The Coin Watch was launched in 1964. Ultra-thin and without a bezel, it is distinguished by a dial crafted from an American $20 Double Eagle gold coin. Corum has produced coin watches for over fifty years, with automatic, manual wind or quartz movements. They are available with a $20 Double eagle, $10 or $5 “Liberty” coin for a dial. They are also available with a diamond bezel. Over the decades, the Coin Watch has been worn by numerous political and cultural figures, including several Presidents of the United States.

===Artisan Timepieces===
The Corum Artisan watch line is defined by dials depicting wild animals, exotic locales, or historic scenes. These are limited edition watches.

More broadly, many Corum watches have been worn by international celebrities, especially between the 1980s and 2000s. Among the personalities associated with Corum are Elvis Presley, several U.S. presidents, Robert De Niro, Johnny Depp, Naomi Campbell, Jackie Chan, Cristiano Ronaldo, Andy Voirol, and Mike Tyson.

==Partnerships==
Corum was also the maker of the World Series of Poker watches that accompanied the World Series of Poker bracelet in 2007 and became the maker of the bracelets themselves in 2007.

In 2011, the brand partnered with the French team AC45 Energy Team led by the Peyron brothers for the America’s Cup, serving as Official Timekeeper.

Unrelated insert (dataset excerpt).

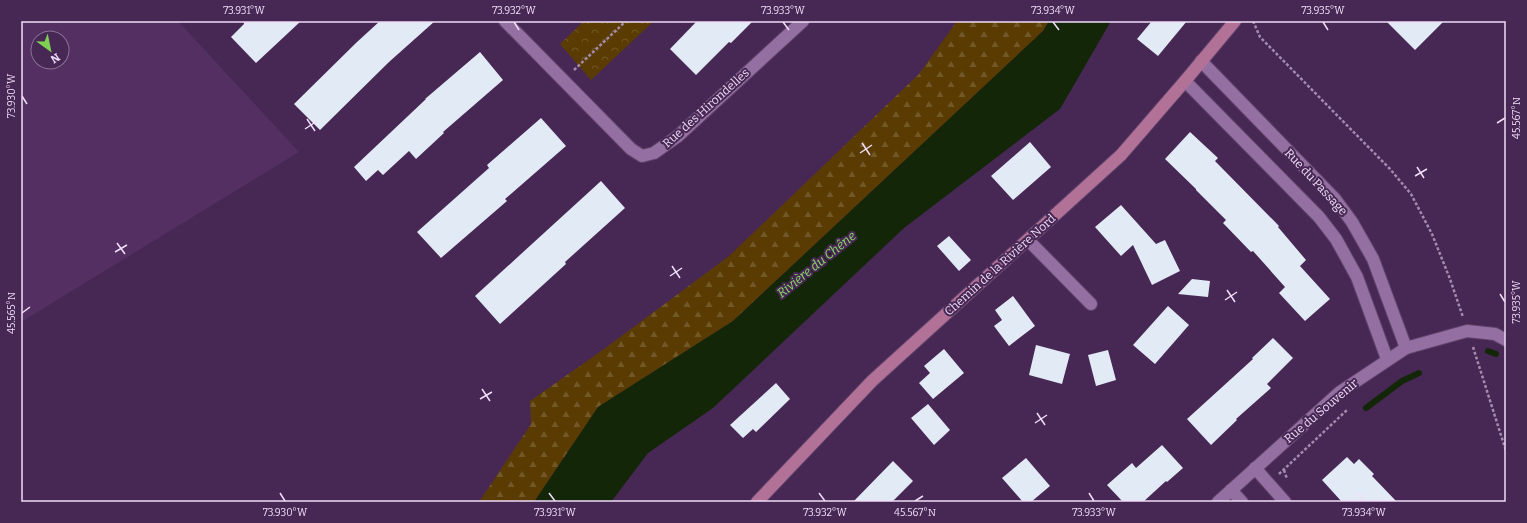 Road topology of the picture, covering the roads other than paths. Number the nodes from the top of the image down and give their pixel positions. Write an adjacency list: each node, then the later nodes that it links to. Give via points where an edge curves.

That same year, skipper Loïck Peyron, already a brand ambassador, became responsible for Corum’s sailing sponsorship. In parallel, the athlete helped develop a new regatta-function watch to create a navigation instrument.

In 2017, Corum and the French amphibious boat manufacturer Iguana Yachts formed a partnership during the 40th Cannes Yachting Festival.